> Data:
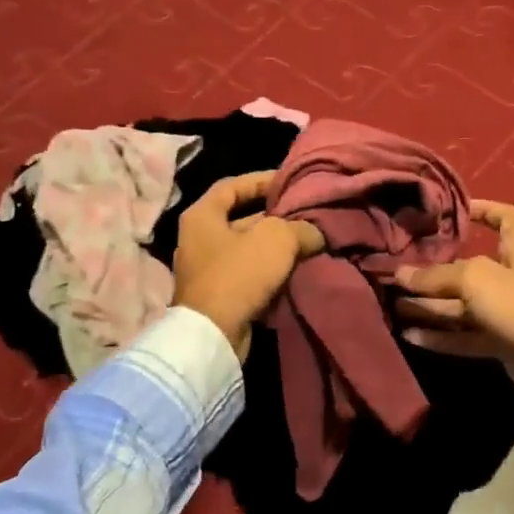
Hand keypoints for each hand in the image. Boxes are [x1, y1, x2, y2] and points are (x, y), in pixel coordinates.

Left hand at [172, 172, 324, 357]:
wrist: (214, 334)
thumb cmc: (239, 274)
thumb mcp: (277, 239)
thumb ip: (300, 227)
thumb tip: (315, 233)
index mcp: (202, 215)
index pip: (232, 186)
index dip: (261, 180)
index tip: (288, 182)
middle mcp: (198, 239)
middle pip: (241, 220)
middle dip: (274, 219)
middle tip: (305, 216)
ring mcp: (205, 270)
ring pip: (248, 251)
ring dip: (275, 249)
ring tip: (308, 244)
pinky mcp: (216, 297)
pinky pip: (248, 276)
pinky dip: (270, 273)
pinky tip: (295, 272)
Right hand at [393, 200, 513, 395]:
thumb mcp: (475, 280)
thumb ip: (436, 276)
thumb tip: (401, 274)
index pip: (508, 218)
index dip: (486, 209)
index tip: (457, 209)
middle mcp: (511, 279)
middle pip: (470, 269)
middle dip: (435, 271)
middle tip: (402, 272)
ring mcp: (506, 313)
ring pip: (462, 306)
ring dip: (430, 306)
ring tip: (396, 305)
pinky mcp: (500, 342)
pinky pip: (464, 336)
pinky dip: (439, 336)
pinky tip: (409, 335)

> What is being asked: Repeat the listing verbatim. Skip the pictures.

> Task response:
Hand keypoints for each hand in the image. Boxes are [x1, y1, x2, y2] and points are (x, y), in pixel coordinates.

Left hand at [172, 172, 324, 357]:
wrist: (214, 334)
thumb cmc: (239, 274)
thumb mcp: (277, 239)
thumb ip: (300, 227)
thumb tip: (315, 233)
index mcp: (202, 215)
index pip: (232, 186)
index dip: (261, 180)
index tip: (288, 182)
middle mcp: (198, 239)
middle pip: (241, 220)
middle dip: (274, 219)
middle tip: (305, 216)
ring mcp: (205, 270)
ring pip: (248, 251)
ring dip: (275, 249)
ring tip: (308, 244)
pinky mcp: (216, 297)
pinky pip: (248, 276)
pinky dip: (270, 273)
pinky tip: (295, 272)
Right hand at [393, 200, 513, 395]:
thumb mcp: (475, 280)
thumb ip: (436, 276)
thumb tip: (401, 274)
index pip: (508, 218)
index dip: (486, 209)
index tip: (457, 209)
middle mcp: (511, 279)
middle pip: (470, 269)
middle dip: (435, 271)
middle tip: (402, 272)
ring mcp: (506, 313)
ring pip: (462, 306)
ring dip: (430, 306)
ring tip: (396, 305)
pinky mcp: (500, 342)
pinky pip: (464, 336)
pinky dip: (439, 336)
pinky tip: (409, 335)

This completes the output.